**WORK TO BE COMPLETED:** Since the copy must hold text only, transcribe the data below exactly and omit the images.

**INPUT DATA:**
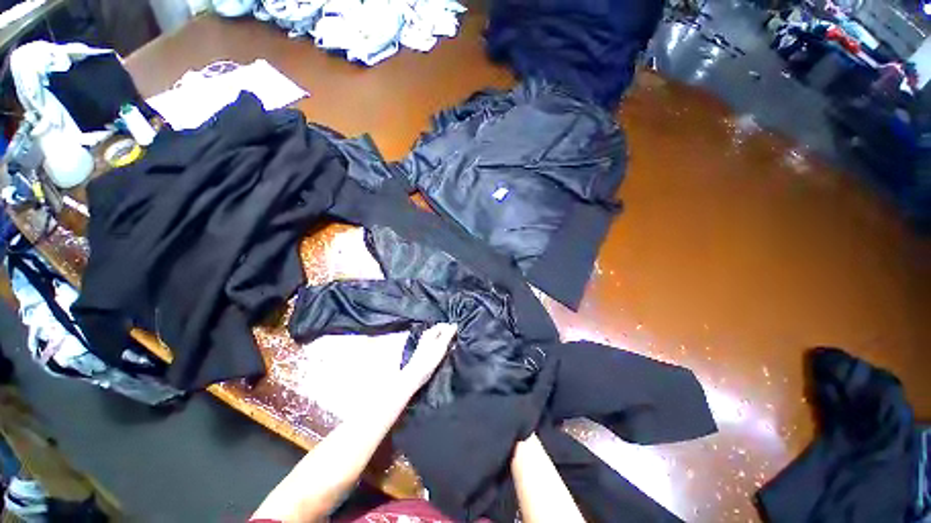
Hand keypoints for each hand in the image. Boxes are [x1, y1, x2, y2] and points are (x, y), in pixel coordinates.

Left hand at [401, 323, 456, 389]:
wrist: (417, 374)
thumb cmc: (429, 359)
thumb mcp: (442, 344)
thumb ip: (448, 334)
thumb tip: (455, 325)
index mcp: (430, 331)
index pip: (443, 325)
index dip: (451, 328)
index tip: (458, 334)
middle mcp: (427, 335)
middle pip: (441, 331)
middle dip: (449, 335)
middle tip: (456, 341)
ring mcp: (427, 343)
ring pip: (440, 338)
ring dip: (447, 341)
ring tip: (452, 347)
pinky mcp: (427, 351)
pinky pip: (438, 345)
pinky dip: (443, 347)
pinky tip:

**SOLUTION:**
Hand keypoints for each hand in the image. Boxes are [x1, y1, x2, y2] and points are (x, y), in pixel coordinates.

Left hand at [401, 323, 456, 389]:
wrist: (417, 374)
thumb cmc: (429, 359)
thumb mcp: (442, 344)
thumb ip: (448, 334)
thumb tip: (455, 325)
index mcp: (430, 331)
index pip: (443, 325)
index dip: (451, 328)
index tip: (458, 334)
middle mcp: (427, 335)
middle pip: (441, 331)
middle dip: (449, 335)
middle tip: (456, 341)
ring mcp: (427, 343)
ring pip: (440, 338)
ring dip: (447, 341)
ring tip: (452, 347)
pinky mcp: (427, 351)
pinky pip: (438, 345)
pinky dip: (443, 347)
pinky tip:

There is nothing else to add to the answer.